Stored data
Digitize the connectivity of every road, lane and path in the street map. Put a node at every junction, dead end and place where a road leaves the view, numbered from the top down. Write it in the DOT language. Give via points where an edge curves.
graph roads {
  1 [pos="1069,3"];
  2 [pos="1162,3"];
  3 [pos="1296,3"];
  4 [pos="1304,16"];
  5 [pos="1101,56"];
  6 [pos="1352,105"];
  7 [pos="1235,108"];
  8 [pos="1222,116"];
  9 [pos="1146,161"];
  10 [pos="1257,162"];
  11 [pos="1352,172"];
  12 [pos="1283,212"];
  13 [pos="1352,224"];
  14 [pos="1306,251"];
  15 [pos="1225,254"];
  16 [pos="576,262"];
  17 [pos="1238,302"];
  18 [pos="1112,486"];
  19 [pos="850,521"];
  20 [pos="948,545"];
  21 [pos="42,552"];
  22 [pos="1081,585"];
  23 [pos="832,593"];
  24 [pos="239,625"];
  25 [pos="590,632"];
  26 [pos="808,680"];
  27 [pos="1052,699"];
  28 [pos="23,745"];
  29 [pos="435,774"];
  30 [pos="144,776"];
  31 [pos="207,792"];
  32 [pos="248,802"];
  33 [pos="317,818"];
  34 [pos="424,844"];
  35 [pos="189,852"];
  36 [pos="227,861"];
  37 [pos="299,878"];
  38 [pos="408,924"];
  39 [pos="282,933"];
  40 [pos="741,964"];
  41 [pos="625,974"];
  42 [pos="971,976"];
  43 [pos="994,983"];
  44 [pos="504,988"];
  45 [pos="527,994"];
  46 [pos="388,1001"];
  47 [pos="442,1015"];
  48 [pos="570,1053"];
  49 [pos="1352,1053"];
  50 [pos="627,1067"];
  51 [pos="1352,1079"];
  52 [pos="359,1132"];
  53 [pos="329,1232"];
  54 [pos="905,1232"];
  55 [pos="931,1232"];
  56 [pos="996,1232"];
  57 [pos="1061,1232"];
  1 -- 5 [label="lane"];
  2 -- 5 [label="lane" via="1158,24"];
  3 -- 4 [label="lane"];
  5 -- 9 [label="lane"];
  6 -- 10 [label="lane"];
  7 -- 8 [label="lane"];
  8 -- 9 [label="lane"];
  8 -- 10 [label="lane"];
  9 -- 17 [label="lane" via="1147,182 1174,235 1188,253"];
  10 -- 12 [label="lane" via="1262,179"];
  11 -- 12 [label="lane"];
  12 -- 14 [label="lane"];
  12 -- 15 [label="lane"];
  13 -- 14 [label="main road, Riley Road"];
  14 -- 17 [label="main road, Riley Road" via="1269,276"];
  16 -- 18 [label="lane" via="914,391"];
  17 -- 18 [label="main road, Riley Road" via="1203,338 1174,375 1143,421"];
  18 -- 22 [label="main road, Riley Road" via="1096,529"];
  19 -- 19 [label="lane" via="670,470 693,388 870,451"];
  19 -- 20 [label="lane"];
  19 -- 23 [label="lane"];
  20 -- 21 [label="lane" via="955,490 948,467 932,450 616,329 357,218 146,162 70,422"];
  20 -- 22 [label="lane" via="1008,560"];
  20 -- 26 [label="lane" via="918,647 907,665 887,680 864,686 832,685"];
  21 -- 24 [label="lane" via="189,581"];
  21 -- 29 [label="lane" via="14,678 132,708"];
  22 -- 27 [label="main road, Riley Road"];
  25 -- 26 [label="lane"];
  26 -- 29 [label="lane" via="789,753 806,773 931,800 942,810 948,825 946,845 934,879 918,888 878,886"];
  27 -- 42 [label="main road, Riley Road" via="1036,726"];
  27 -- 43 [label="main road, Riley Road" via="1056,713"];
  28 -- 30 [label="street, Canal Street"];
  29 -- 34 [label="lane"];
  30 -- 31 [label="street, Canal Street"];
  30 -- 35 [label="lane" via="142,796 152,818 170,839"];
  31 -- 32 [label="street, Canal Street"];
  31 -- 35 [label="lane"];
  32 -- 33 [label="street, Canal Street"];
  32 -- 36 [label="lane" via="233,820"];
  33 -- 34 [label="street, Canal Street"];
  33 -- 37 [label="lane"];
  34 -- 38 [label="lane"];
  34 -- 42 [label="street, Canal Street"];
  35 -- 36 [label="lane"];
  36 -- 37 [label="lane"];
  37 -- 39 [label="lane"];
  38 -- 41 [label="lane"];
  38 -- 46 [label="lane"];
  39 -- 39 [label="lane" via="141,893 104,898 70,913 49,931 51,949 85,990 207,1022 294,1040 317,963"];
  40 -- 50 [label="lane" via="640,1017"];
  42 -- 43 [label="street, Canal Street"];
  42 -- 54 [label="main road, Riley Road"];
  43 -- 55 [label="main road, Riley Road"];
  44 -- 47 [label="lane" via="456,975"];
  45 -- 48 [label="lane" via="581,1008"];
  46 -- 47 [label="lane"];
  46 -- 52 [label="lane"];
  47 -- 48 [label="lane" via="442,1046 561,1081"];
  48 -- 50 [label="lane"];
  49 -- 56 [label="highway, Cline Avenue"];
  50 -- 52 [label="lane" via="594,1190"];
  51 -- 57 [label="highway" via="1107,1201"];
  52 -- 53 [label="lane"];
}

**WHAT IS BEING ASKED:** Each entry must be reproduced verbatim.

**RESPONSE BELOW:**
Digitize the connectivity of every road, lane and path in the street map. Put a node at every junction, dead end and place where a road leaves the view, numbered from the top down. Write it in the DOT language. Give via points where an edge curves.
graph roads {
  1 [pos="1069,3"];
  2 [pos="1162,3"];
  3 [pos="1296,3"];
  4 [pos="1304,16"];
  5 [pos="1101,56"];
  6 [pos="1352,105"];
  7 [pos="1235,108"];
  8 [pos="1222,116"];
  9 [pos="1146,161"];
  10 [pos="1257,162"];
  11 [pos="1352,172"];
  12 [pos="1283,212"];
  13 [pos="1352,224"];
  14 [pos="1306,251"];
  15 [pos="1225,254"];
  16 [pos="576,262"];
  17 [pos="1238,302"];
  18 [pos="1112,486"];
  19 [pos="850,521"];
  20 [pos="948,545"];
  21 [pos="42,552"];
  22 [pos="1081,585"];
  23 [pos="832,593"];
  24 [pos="239,625"];
  25 [pos="590,632"];
  26 [pos="808,680"];
  27 [pos="1052,699"];
  28 [pos="23,745"];
  29 [pos="435,774"];
  30 [pos="144,776"];
  31 [pos="207,792"];
  32 [pos="248,802"];
  33 [pos="317,818"];
  34 [pos="424,844"];
  35 [pos="189,852"];
  36 [pos="227,861"];
  37 [pos="299,878"];
  38 [pos="408,924"];
  39 [pos="282,933"];
  40 [pos="741,964"];
  41 [pos="625,974"];
  42 [pos="971,976"];
  43 [pos="994,983"];
  44 [pos="504,988"];
  45 [pos="527,994"];
  46 [pos="388,1001"];
  47 [pos="442,1015"];
  48 [pos="570,1053"];
  49 [pos="1352,1053"];
  50 [pos="627,1067"];
  51 [pos="1352,1079"];
  52 [pos="359,1132"];
  53 [pos="329,1232"];
  54 [pos="905,1232"];
  55 [pos="931,1232"];
  56 [pos="996,1232"];
  57 [pos="1061,1232"];
  1 -- 5 [label="lane"];
  2 -- 5 [label="lane" via="1158,24"];
  3 -- 4 [label="lane"];
  5 -- 9 [label="lane"];
  6 -- 10 [label="lane"];
  7 -- 8 [label="lane"];
  8 -- 9 [label="lane"];
  8 -- 10 [label="lane"];
  9 -- 17 [label="lane" via="1147,182 1174,235 1188,253"];
  10 -- 12 [label="lane" via="1262,179"];
  11 -- 12 [label="lane"];
  12 -- 14 [label="lane"];
  12 -- 15 [label="lane"];
  13 -- 14 [label="main road, Riley Road"];
  14 -- 17 [label="main road, Riley Road" via="1269,276"];
  16 -- 18 [label="lane" via="914,391"];
  17 -- 18 [label="main road, Riley Road" via="1203,338 1174,375 1143,421"];
  18 -- 22 [label="main road, Riley Road" via="1096,529"];
  19 -- 19 [label="lane" via="670,470 693,388 870,451"];
  19 -- 20 [label="lane"];
  19 -- 23 [label="lane"];
  20 -- 21 [label="lane" via="955,490 948,467 932,450 616,329 357,218 146,162 70,422"];
  20 -- 22 [label="lane" via="1008,560"];
  20 -- 26 [label="lane" via="918,647 907,665 887,680 864,686 832,685"];
  21 -- 24 [label="lane" via="189,581"];
  21 -- 29 [label="lane" via="14,678 132,708"];
  22 -- 27 [label="main road, Riley Road"];
  25 -- 26 [label="lane"];
  26 -- 29 [label="lane" via="789,753 806,773 931,800 942,810 948,825 946,845 934,879 918,888 878,886"];
  27 -- 42 [label="main road, Riley Road" via="1036,726"];
  27 -- 43 [label="main road, Riley Road" via="1056,713"];
  28 -- 30 [label="street, Canal Street"];
  29 -- 34 [label="lane"];
  30 -- 31 [label="street, Canal Street"];
  30 -- 35 [label="lane" via="142,796 152,818 170,839"];
  31 -- 32 [label="street, Canal Street"];
  31 -- 35 [label="lane"];
  32 -- 33 [label="street, Canal Street"];
  32 -- 36 [label="lane" via="233,820"];
  33 -- 34 [label="street, Canal Street"];
  33 -- 37 [label="lane"];
  34 -- 38 [label="lane"];
  34 -- 42 [label="street, Canal Street"];
  35 -- 36 [label="lane"];
  36 -- 37 [label="lane"];
  37 -- 39 [label="lane"];
  38 -- 41 [label="lane"];
  38 -- 46 [label="lane"];
  39 -- 39 [label="lane" via="141,893 104,898 70,913 49,931 51,949 85,990 207,1022 294,1040 317,963"];
  40 -- 50 [label="lane" via="640,1017"];
  42 -- 43 [label="street, Canal Street"];
  42 -- 54 [label="main road, Riley Road"];
  43 -- 55 [label="main road, Riley Road"];
  44 -- 47 [label="lane" via="456,975"];
  45 -- 48 [label="lane" via="581,1008"];
  46 -- 47 [label="lane"];
  46 -- 52 [label="lane"];
  47 -- 48 [label="lane" via="442,1046 561,1081"];
  48 -- 50 [label="lane"];
  49 -- 56 [label="highway, Cline Avenue"];
  50 -- 52 [label="lane" via="594,1190"];
  51 -- 57 [label="highway" via="1107,1201"];
  52 -- 53 [label="lane"];
}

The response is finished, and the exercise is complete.